05 Run again describe-clusters command (OSX/Linux/UNIX) using custom query filters to expose the new Redshift database cluster endpoint:

aws redshift describe-clusters
	--region us-east-1
	--cluster-identifier cc-prod-db-new-cluster
	--query 'Clusters[*].Endpoint.Address'

06 The command output should return the new database cluster endpoint URL:

[
   "cc-prod-db-new-cluster.dyupsgvyjhfo.us-east-1.redshift.amazonaws.com"
]

07 Unload your data from the old Redshift cluster and reload it into the newly created database cluster using the Amazon Redshift Unload/Copy utility. With this utility tool you can unload (export) your data from the source cluster to an AWS S3 bucket, then import it into your destination (new) cluster and clean up the S3 bucket used. All the necessary instructions to install, configure and use the Amazon Redshift Unload/Copy tool can be found at this URL.
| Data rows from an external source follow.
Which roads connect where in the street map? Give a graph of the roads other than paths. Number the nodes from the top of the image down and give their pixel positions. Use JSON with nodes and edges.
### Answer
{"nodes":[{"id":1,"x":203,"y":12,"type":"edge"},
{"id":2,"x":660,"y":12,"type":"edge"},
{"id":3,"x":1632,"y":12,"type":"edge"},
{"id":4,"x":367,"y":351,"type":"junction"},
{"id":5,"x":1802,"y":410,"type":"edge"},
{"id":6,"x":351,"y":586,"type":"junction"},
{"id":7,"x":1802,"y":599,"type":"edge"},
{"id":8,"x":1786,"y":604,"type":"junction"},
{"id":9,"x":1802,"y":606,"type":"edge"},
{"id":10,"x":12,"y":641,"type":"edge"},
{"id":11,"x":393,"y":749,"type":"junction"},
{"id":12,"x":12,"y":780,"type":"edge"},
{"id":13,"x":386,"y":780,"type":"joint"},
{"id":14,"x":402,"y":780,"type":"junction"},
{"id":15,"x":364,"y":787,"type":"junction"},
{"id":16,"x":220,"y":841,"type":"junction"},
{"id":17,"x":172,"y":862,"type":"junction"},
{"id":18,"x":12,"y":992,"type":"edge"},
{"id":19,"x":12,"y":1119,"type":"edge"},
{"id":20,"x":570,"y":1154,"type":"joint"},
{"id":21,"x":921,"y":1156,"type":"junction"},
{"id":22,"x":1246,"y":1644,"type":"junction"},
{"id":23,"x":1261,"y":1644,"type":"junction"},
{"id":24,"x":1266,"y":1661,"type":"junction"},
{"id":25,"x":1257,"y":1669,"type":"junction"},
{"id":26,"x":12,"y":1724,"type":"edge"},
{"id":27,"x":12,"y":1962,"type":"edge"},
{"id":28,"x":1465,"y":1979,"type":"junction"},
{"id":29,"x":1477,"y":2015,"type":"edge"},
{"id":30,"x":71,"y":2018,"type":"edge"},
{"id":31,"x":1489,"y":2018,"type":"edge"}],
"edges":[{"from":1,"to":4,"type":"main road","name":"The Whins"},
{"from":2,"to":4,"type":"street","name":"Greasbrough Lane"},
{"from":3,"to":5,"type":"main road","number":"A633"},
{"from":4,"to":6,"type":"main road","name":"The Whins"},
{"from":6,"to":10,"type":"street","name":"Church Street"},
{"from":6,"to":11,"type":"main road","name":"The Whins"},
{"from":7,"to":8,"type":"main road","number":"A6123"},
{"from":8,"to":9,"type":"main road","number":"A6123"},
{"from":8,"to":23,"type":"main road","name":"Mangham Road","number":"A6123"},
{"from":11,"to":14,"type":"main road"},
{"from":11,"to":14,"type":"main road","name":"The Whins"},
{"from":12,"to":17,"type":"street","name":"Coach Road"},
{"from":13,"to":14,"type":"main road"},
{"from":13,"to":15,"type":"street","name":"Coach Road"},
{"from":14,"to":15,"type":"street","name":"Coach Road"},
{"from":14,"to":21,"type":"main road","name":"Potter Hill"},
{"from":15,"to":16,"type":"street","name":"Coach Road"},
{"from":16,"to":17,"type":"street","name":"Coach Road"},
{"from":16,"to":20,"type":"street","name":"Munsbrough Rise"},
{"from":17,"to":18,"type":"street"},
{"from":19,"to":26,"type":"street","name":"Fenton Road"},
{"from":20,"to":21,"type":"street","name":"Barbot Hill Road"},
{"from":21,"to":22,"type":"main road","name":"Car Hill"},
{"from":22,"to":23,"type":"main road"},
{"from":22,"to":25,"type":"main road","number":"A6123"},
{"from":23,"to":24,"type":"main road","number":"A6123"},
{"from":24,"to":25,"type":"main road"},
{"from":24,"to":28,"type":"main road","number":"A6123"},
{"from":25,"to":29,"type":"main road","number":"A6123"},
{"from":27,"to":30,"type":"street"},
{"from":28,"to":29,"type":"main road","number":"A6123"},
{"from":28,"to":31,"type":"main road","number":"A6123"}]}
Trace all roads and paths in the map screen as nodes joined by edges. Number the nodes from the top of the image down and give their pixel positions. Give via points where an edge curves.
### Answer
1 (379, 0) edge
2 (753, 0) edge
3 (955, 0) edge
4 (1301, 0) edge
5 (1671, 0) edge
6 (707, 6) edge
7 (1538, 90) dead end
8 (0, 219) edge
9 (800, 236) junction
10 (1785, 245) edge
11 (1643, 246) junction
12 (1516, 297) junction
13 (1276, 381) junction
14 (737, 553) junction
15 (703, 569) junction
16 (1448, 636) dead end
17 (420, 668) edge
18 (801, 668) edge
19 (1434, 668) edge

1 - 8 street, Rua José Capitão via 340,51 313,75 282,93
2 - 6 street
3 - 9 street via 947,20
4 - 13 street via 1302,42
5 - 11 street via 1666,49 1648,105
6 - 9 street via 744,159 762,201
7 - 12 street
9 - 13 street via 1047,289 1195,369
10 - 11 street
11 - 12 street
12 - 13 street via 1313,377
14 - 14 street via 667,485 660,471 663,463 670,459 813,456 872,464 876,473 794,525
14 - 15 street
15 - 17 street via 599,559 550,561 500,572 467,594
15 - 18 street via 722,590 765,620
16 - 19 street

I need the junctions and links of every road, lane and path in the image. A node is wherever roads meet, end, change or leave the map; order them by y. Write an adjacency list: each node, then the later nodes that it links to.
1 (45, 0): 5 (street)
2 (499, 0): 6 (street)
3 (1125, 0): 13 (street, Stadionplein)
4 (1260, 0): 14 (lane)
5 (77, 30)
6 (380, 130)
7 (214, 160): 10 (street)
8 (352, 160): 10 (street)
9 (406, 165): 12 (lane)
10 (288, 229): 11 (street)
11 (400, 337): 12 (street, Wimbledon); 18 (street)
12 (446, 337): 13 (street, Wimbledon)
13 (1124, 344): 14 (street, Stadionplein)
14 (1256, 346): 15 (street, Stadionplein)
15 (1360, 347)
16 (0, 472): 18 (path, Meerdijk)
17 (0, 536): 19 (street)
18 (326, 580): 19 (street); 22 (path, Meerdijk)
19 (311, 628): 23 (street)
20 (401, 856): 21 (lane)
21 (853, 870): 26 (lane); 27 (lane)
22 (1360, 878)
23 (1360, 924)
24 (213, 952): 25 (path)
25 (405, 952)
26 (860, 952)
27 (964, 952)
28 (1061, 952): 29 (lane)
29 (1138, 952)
08 As soon as the data migration process is completed and all the data is loaded into the new Redshift cluster, you can update your application configuration to refer to the new cluster endpoint, returned at step no. 6 (e.g. cc-prod-db-new-cluster.dyupsgvyjhfo.us-east-1.redshift.amazonaws.com).

09 Once the Redshift cluster endpoint is changed within your application configuration, run delete-cluster command (OSX/Linux/UNIX) to remove the source (old) cluster from your AWS account:

aws redshift delete-cluster
	--region us-east-1
	--cluster-identifier cc-prod-db-cluster
	--final-cluster-snapshot-identifier cc-prod-db-cluster-final-snapshot

10 The command output should return the metadata of the Redshift cluster selected for deletion:

{
    "Cluster": {
        "PubliclyAccessible": true,
        "MasterUsername": "awsmasterusr",
        "PendingModifiedValues": {},
        "VpcId": "vpc-d731653f",
        "ClusterVersion": "1.0",
        "AutomatedSnapshotRetentionPeriod": 1,

	   ...

        "ClusterSubnetGroupName": "default",
        "ClusterSecurityGroups": [],
        "ClusterIdentifier": "cc-prod-db-cluster",
        "AvailabilityZone": "us-east-1a",
        "NodeType": "ds2.xlarge",
        "Encrypted": false,
        "ClusterStatus": "final-snapshot"
    }
}

11 Repeat steps no. 1 - 10 to relaunch other Redshift database clusters available within the current region, with a non-default master user name.

12 Change the AWS region by updating the --region command parameter value and repeat steps no. 1 - 11 for other regions.